Title: Purification of natural hydrocarbons

Description:
CROSS REFERENCE TO RELATED APPLICATIONS  
     [0001] This application is a continuation of PCT/GB01/04130 filed Sep. 17, 2001 and published, in English, as WO 02/24838 A1 on Mar. 28, 2002 and claims priority from British patent application no. 0022688.6 filed Sep. 15, 2000, the entire contents of which are incorporated herein by reference. 
    
    
     
       BACKGROUND OF THE INVENTION  
       [0002] 1. Field of the Invention  
       [0003] This invention relates to a process and equipment for the purification of natural hydrocarbons, and relates more particularly but not exclusively to a novel process and equipment for the removal and environmentally safe disposal of sour reservoir components.
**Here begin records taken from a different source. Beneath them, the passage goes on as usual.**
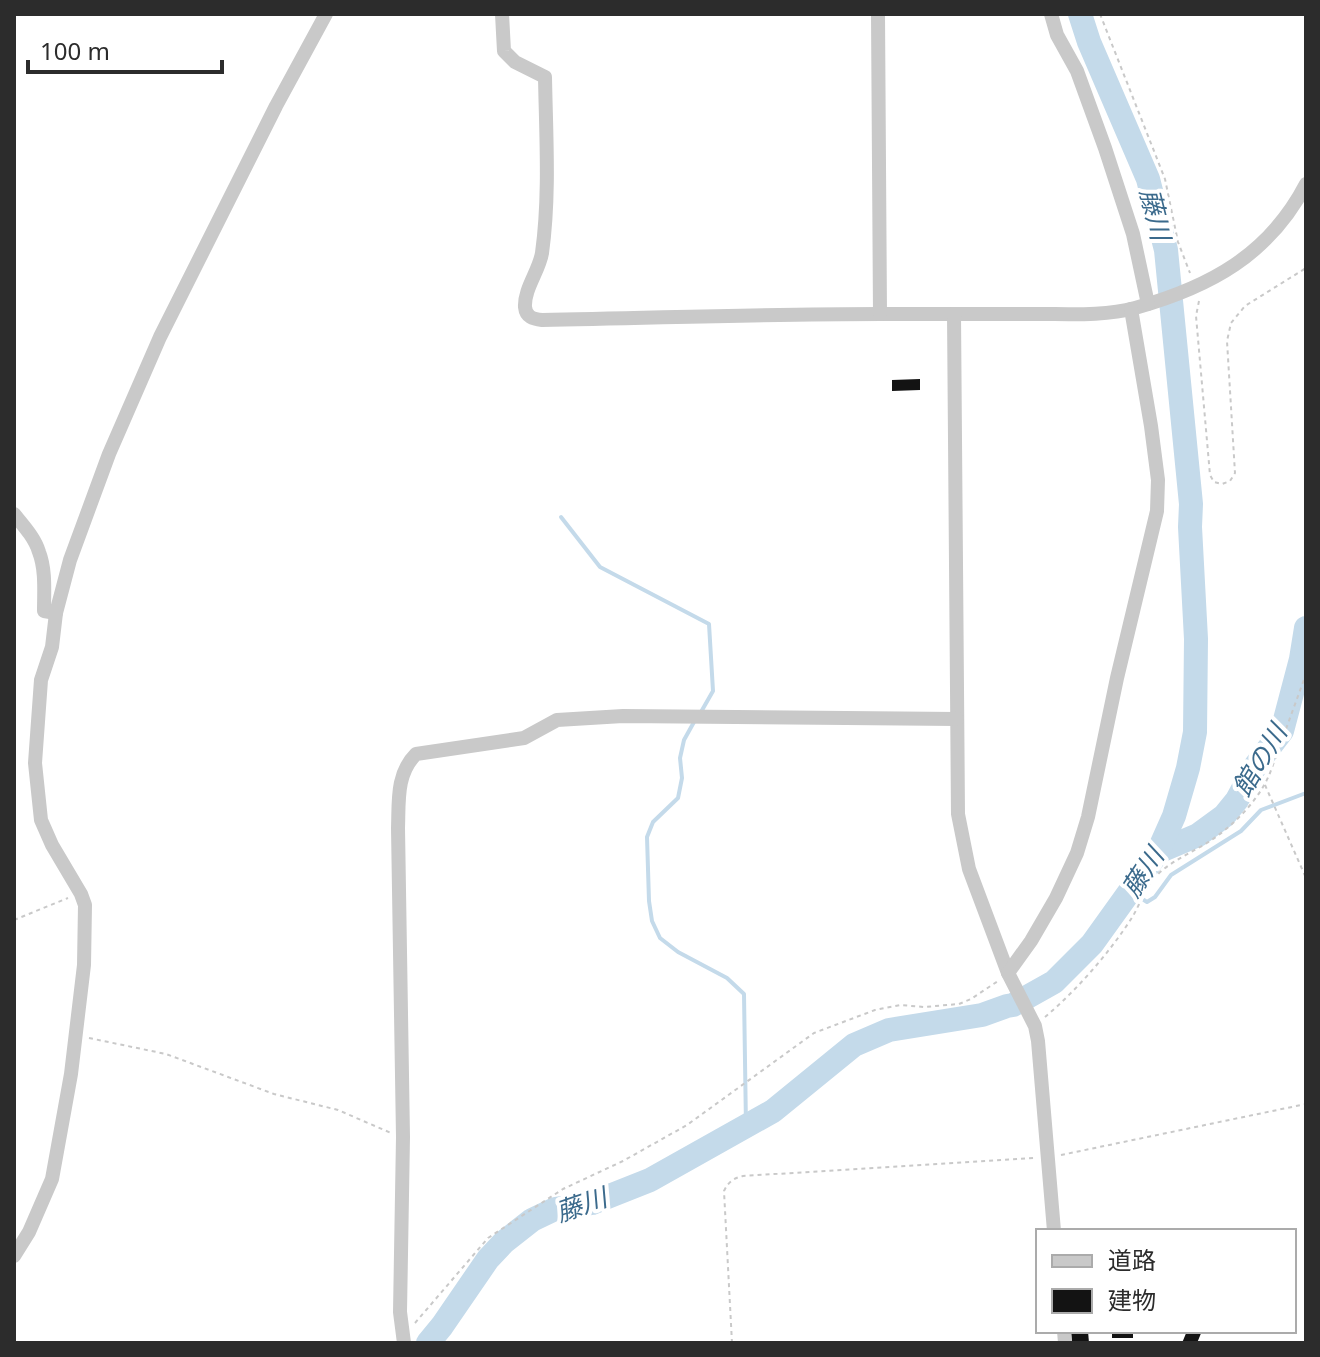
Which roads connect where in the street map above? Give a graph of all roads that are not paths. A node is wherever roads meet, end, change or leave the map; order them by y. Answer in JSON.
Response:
{"nodes":[{"id":1,"x":326,"y":14,"type":"edge"},
{"id":2,"x":502,"y":14,"type":"edge"},
{"id":3,"x":878,"y":14,"type":"edge"},
{"id":4,"x":1051,"y":14,"type":"edge"},
{"id":5,"x":1306,"y":184,"type":"edge"},
{"id":6,"x":1152,"y":303,"type":"junction"},
{"id":7,"x":1131,"y":309,"type":"junction"},
{"id":8,"x":880,"y":314,"type":"junction"},
{"id":9,"x":954,"y":314,"type":"junction"},
{"id":10,"x":14,"y":514,"type":"edge"},
{"id":11,"x":56,"y":613,"type":"junction"},
{"id":12,"x":957,"y":719,"type":"junction"},
{"id":13,"x":1008,"y":973,"type":"junction"},
{"id":14,"x":1054,"y":1229,"type":"edge"},
{"id":15,"x":14,"y":1256,"type":"edge"},
{"id":16,"x":403,"y":1337,"type":"edge"}],
"edges":[{"from":1,"to":11,"type":"street"},
{"from":2,"to":8,"type":"street"},
{"from":3,"to":8,"type":"street"},
{"from":4,"to":6,"type":"street"},
{"from":5,"to":6,"type":"street"},
{"from":6,"to":7,"type":"street"},
{"from":7,"to":9,"type":"street"},
{"from":7,"to":13,"type":"street"},
{"from":8,"to":9,"type":"street"},
{"from":9,"to":12,"type":"street"},
{"from":10,"to":11,"type":"street"},
{"from":11,"to":15,"type":"street"},
{"from":12,"to":13,"type":"street"},
{"from":12,"to":16,"type":"street"},
{"from":13,"to":14,"type":"street"}]}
The process and equipment are particularly directed to the removal of sour reservoir components, such as hydrogen sulphide (H 2 S) and carbon dioxide (CO 2 ), from a production gas stream.  
       [0004] 2. Description of Related Art  
       [0005] Buried deposits of natural hydrocarbons, known as “reservoirs”, may contain gas and/or oil, commonly contaminated with undesirable substances, e.g. hydrogen sulphide and/or carbon dioxide. Currently, hydrogen sulphide can be removed from the production gas stream through a number of means. The most common means are absorption processes and chemical treatment.  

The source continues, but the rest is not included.